WHAT IS REQUIRED -> Return the lines below that contain the word "down".
(EXTRACTED DATA begins)
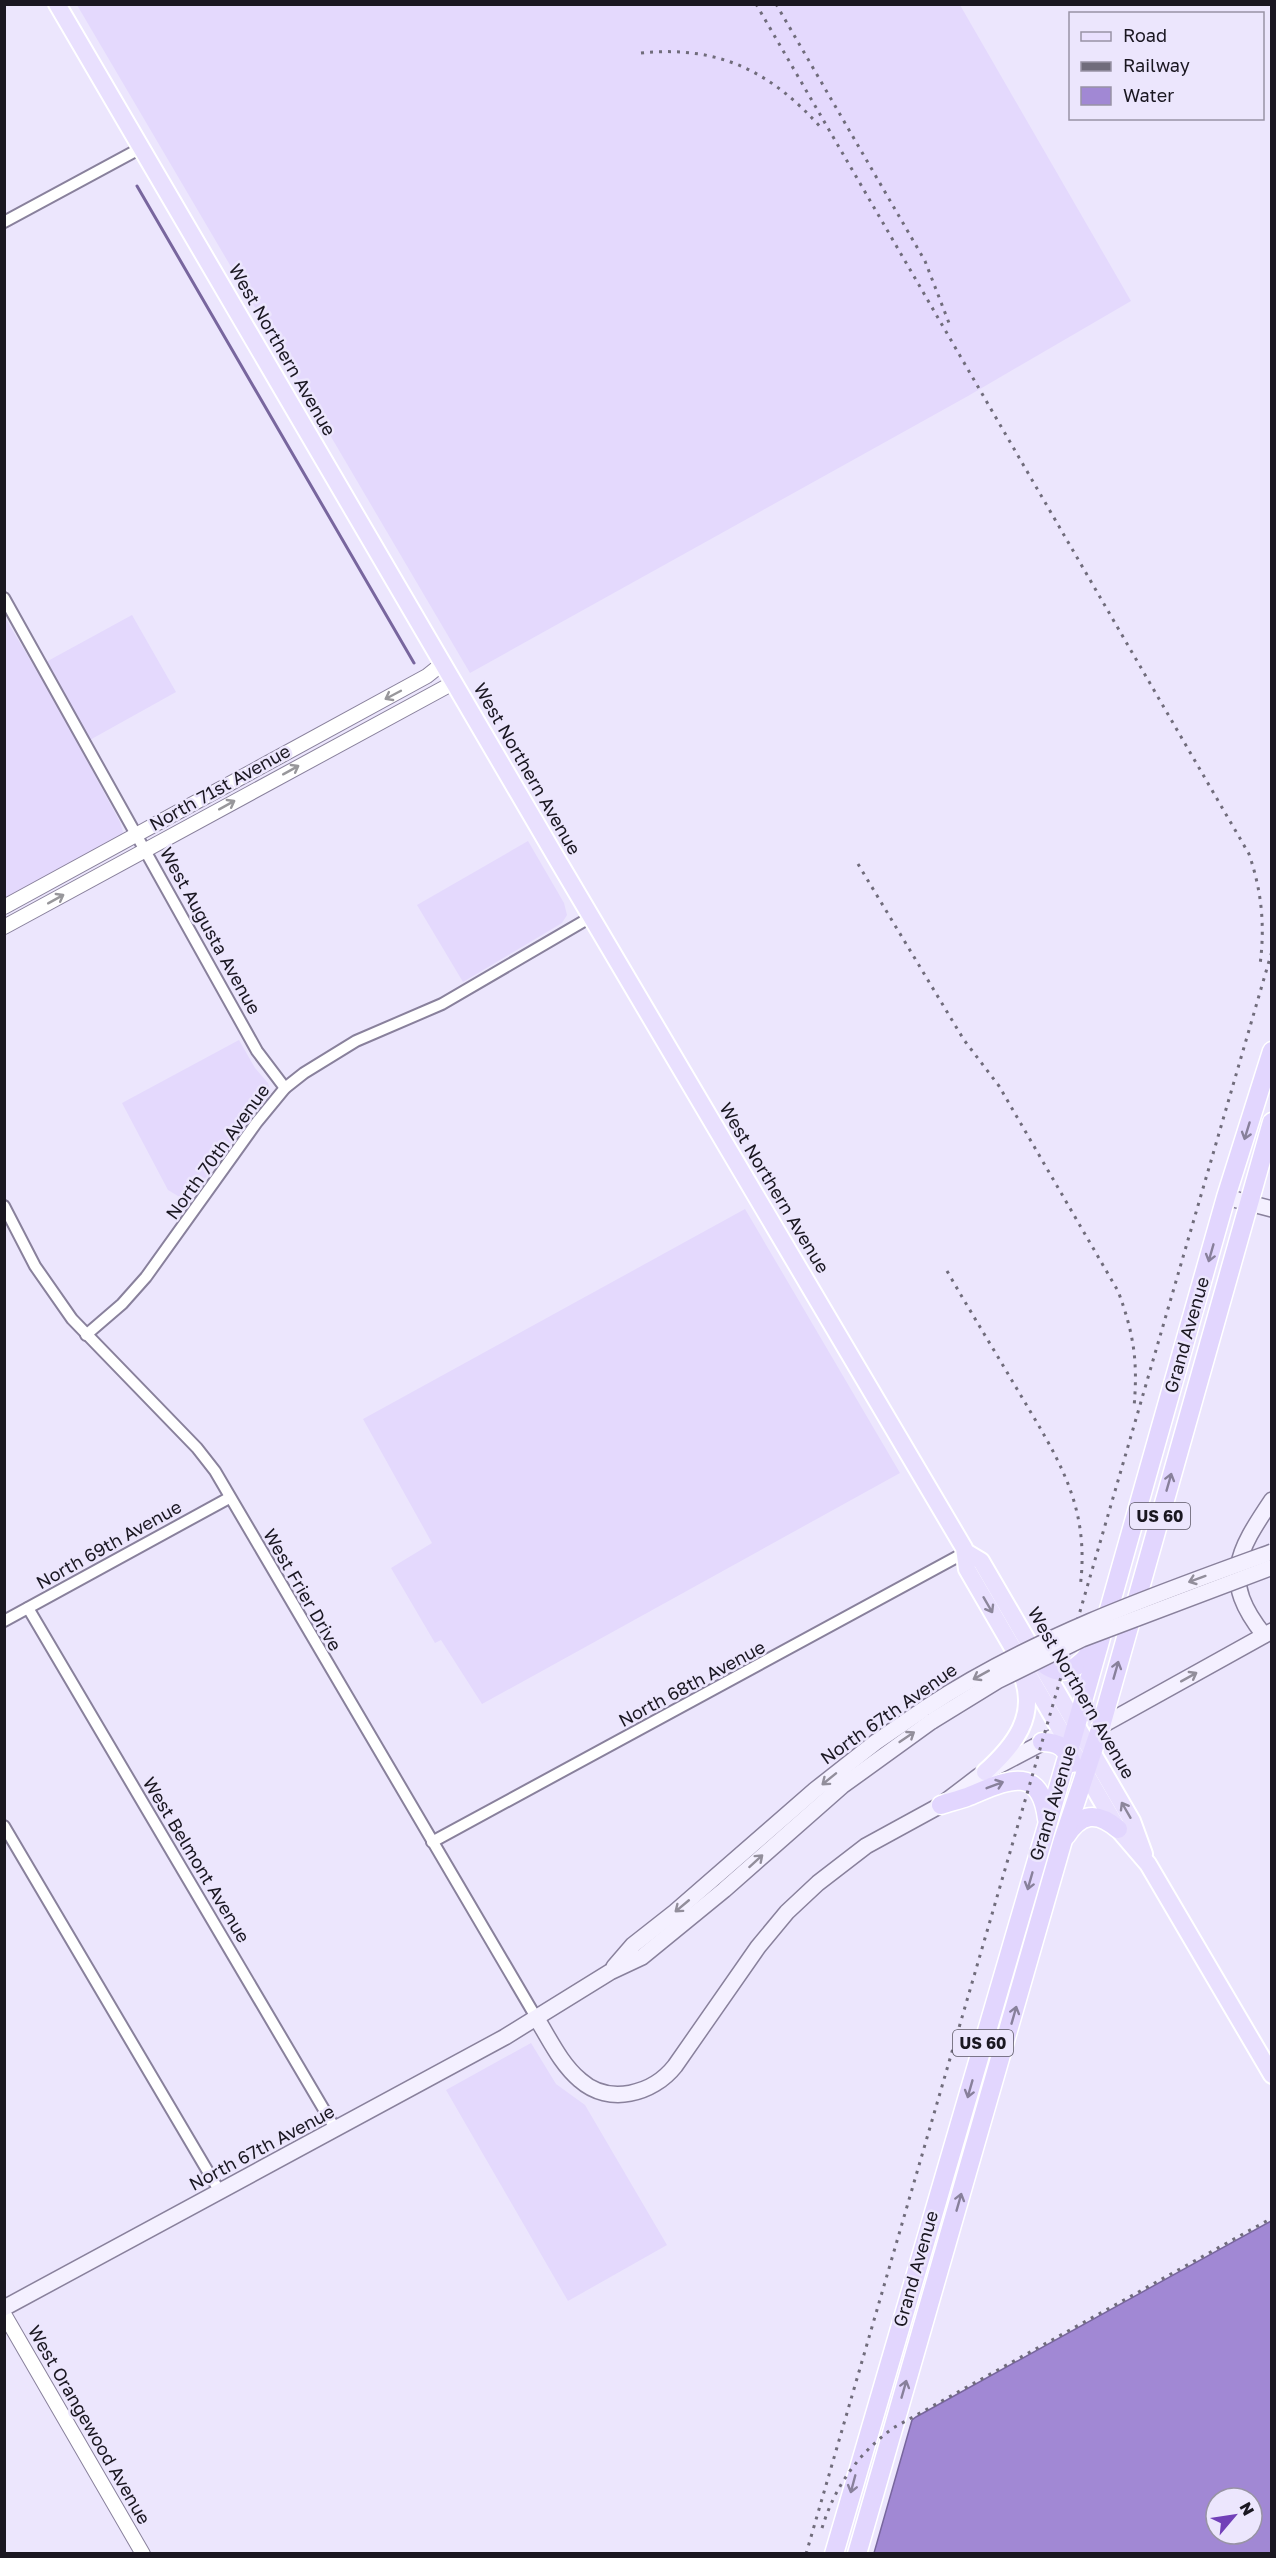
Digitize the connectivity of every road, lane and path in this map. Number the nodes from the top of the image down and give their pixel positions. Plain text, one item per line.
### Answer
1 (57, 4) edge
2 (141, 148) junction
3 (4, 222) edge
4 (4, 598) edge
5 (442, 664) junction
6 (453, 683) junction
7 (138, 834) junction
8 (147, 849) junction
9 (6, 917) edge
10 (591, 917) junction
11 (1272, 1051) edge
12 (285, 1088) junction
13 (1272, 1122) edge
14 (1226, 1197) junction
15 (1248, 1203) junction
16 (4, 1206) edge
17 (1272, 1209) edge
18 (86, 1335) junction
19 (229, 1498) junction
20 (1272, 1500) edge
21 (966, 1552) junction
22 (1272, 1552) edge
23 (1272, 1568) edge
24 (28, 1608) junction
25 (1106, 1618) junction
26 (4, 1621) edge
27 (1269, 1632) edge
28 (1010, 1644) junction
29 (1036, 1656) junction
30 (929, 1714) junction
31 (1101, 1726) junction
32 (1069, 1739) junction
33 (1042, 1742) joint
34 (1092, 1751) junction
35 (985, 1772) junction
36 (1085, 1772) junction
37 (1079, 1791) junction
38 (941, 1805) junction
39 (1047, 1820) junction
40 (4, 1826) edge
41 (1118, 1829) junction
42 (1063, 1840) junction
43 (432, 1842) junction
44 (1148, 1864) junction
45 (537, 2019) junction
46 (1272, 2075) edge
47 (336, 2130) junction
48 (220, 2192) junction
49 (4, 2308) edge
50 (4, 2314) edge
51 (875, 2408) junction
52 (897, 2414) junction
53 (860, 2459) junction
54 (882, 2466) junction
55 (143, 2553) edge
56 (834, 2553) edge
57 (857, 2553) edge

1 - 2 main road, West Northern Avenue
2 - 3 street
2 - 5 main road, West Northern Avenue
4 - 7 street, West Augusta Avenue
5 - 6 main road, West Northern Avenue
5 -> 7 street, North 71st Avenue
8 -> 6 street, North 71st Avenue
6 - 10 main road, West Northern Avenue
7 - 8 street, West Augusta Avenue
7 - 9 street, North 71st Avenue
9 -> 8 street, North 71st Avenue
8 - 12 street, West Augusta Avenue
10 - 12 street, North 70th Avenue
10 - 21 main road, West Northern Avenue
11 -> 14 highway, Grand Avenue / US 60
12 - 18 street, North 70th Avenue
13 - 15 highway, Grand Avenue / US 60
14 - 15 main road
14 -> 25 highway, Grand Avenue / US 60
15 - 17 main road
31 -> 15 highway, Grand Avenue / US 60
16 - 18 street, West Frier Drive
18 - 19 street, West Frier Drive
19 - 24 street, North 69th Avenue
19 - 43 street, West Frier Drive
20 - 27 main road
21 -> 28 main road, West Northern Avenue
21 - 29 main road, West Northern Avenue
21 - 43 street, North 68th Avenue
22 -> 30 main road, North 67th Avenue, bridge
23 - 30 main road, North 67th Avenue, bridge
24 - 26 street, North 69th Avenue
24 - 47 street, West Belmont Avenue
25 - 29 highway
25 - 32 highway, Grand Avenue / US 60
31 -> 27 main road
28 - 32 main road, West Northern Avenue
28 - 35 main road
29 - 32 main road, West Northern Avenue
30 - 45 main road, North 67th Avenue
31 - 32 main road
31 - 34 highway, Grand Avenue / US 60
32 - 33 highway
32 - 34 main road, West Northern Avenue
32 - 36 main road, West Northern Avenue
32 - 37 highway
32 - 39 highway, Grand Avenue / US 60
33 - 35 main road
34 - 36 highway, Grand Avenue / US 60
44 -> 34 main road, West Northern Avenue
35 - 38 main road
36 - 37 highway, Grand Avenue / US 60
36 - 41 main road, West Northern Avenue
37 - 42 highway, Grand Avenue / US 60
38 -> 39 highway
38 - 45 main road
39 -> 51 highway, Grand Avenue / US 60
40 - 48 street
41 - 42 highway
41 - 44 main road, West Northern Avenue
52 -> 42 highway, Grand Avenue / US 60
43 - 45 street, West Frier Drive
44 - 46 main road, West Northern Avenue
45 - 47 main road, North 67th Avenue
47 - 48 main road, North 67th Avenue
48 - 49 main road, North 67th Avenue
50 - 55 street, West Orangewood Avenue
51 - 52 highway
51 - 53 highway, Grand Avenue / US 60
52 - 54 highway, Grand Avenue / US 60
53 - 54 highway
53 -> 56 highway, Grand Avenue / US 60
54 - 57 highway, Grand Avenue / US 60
(EXTRACTED DATA ends)
(EXTRACTED DATA begins)
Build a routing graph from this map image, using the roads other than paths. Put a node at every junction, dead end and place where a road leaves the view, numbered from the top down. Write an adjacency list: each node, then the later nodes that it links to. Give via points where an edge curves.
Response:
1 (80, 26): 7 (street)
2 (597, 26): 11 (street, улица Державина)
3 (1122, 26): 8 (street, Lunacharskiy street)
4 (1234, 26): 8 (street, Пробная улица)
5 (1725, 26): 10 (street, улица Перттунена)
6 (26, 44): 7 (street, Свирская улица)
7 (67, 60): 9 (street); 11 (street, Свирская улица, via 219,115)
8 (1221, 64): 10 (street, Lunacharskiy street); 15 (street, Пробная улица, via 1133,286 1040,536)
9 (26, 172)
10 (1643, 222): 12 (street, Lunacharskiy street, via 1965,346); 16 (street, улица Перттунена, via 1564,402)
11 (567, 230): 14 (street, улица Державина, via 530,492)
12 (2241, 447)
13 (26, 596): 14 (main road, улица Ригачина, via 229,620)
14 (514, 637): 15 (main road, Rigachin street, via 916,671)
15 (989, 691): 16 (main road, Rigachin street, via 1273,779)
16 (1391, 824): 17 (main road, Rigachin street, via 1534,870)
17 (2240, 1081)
(EXTRACTED DATA ends)
RESPONSE BOX ->
Digitize the connectivity of every road, lane and path in this map. Number the nodes from the top of the image down and give their pixel positions. Plain text, one item per line.
Build a routing graph from this map image, using the roads other than paths. Put a node at every junction, dead end and place where a road leaves the view, numbered from the top down. Write an adjacency list: each node, then the later nodes that it links to. Give via points where an edge curves.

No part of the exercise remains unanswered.